→ ACTION ITEM
Your response should contain every record below, copied exactly.

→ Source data
------------------------------------------------

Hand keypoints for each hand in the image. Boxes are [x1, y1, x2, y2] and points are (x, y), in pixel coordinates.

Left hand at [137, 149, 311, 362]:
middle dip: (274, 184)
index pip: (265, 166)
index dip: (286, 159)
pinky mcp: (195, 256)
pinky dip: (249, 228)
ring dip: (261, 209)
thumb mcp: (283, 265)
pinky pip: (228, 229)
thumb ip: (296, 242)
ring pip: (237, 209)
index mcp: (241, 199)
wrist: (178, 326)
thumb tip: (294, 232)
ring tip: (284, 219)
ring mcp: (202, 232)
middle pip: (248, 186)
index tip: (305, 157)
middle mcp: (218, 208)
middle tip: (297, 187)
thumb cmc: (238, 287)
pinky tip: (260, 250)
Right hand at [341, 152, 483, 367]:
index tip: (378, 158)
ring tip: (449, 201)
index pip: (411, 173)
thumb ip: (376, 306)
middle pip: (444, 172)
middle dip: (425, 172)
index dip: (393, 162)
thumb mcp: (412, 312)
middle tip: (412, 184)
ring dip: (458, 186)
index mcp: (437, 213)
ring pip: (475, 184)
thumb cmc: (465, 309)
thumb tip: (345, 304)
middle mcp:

------------------------------------------------

→ RESPONSE TO THIS TASK
Hand keypoints for each hand in the image. Boxes are [x1, y1, x2, y2] and points are (x, y), in pixel coordinates.

Left hand at [137, 149, 311, 362]:
middle dip: (274, 184)
index pip: (265, 166)
index dip: (286, 159)
pinky mcp: (195, 256)
pinky dip: (249, 228)
ring dip: (261, 209)
thumb mcp: (283, 265)
pinky pip: (228, 229)
thumb ip: (296, 242)
ring pip: (237, 209)
index mcp: (241, 199)
wrist: (178, 326)
thumb tip: (294, 232)
ring tip: (284, 219)
ring mcp: (202, 232)
middle pip: (248, 186)
index tip: (305, 157)
middle mcp: (218, 208)
middle tip: (297, 187)
thumb cmc: (238, 287)
pinky tip: (260, 250)
Right hand at [341, 152, 483, 367]:
index tip: (378, 158)
ring tip: (449, 201)
index pip: (411, 173)
thumb ip: (376, 306)
middle pip: (444, 172)
middle dip: (425, 172)
index dip: (393, 162)
thumb mcp: (412, 312)
middle tip: (412, 184)
ring dip: (458, 186)
index mcp: (437, 213)
ring pip: (475, 184)
thumb cmc: (465, 309)
thumb tip: (345, 304)
middle mcp:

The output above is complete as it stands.